Abstract
“The Model” (a.k.a. “TM”, Dailey and Cottrell, 1999) is a biologically-plausible neurocomputational model designed for face and object recognition. Developed over the last 25 years, TM has been successfully used to model many cognitive phenomena, such as facial expression perception (Dailey et al., 2002), recruitment of the FFA for other categories of expertise (Tong et al., 2008), and the experience moderation effect on the correlation between face and object recognition (Wang et al., 2014). However, as TM is a “shallow” model, it cannot develop rich feature representations needed for challenging computer vision tasks.
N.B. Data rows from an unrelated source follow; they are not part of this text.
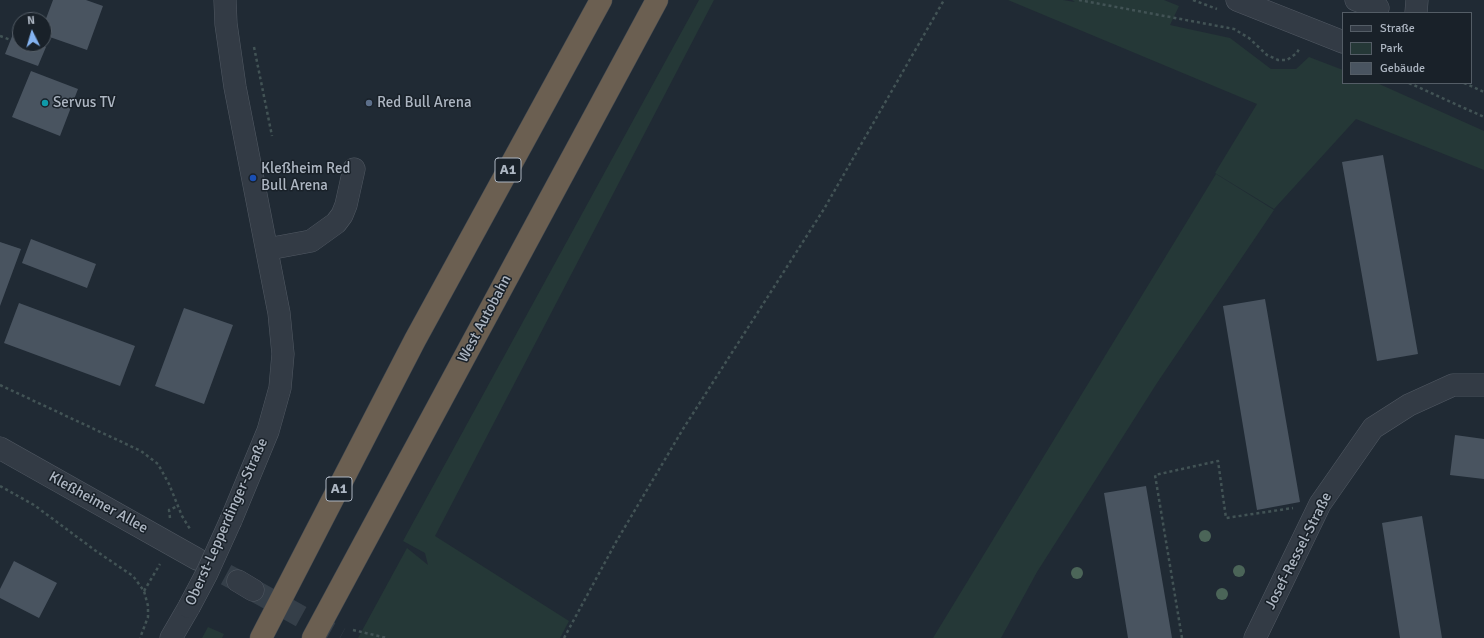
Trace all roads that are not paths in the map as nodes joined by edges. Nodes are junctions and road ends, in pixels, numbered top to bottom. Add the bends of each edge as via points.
1 (225, 0) edge
2 (601, 0) edge
3 (657, 0) edge
4 (1237, 0) edge
5 (1356, 0) edge
6 (1417, 0) edge
7 (1378, 8) dead end
8 (1416, 12) edge
9 (1342, 42) edge
10 (354, 169) dead end
11 (268, 249) junction
12 (1484, 385) edge
13 (0, 448) edge
14 (197, 559) tunnel mouth
15 (172, 638) edge
16 (261, 638) edge
17 (313, 638) edge
18 (1255, 638) edge

1 - 11 street, Oberst-Lepperdinger-Straße via 235,87
2 - 16 highway, A1 via 415,340
3 - 17 highway, West Autobahn
4 - 9 street
5 - 7 street
6 - 8 street
10 - 11 street via 346,205 336,223 311,241
11 - 15 street, Oberst-Lepperdinger-Straße, bridge via 283,354 280,388 268,431 231,520 207,573
12 - 18 street, Josef-Ressel-Straße via 1453,385 1408,405 1373,428 1320,504
13 - 14 street, Kleßheimer Allee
Meanwhile, the recent deep convolutional neural network techniques produce state-of-the-art results for many computer vision benchmarks, but they have not been used in cognitive modeling. The deep architecture allows the network to develop rich high level features, which generalize really well to other novel visual tasks. However, the deep learning models use a fully supervised training approach, which seems implausible for early visual system. Here, “The Deep Model” (TDM) tries to bridge TM and deep learning models together to create a “gradually” supervised deep architecture which can be both biologically-plausible and perform well on computer vision tasks. We show that, by using the sparse PCA and RICA algorithms on natural image datasets, we can obtain center surround color-opponent receptive field that represent LGN cells, and Gabor-like filters that represent V1 simple cells. This suggests that the unsupervised learning approach is what is used in the development of the early visual system. We employ this insight to develop a gradually supervised deep neural network and test it on some standard computer vision and cognitive modeling tasks.
Meeting abstract presented at VSS 2015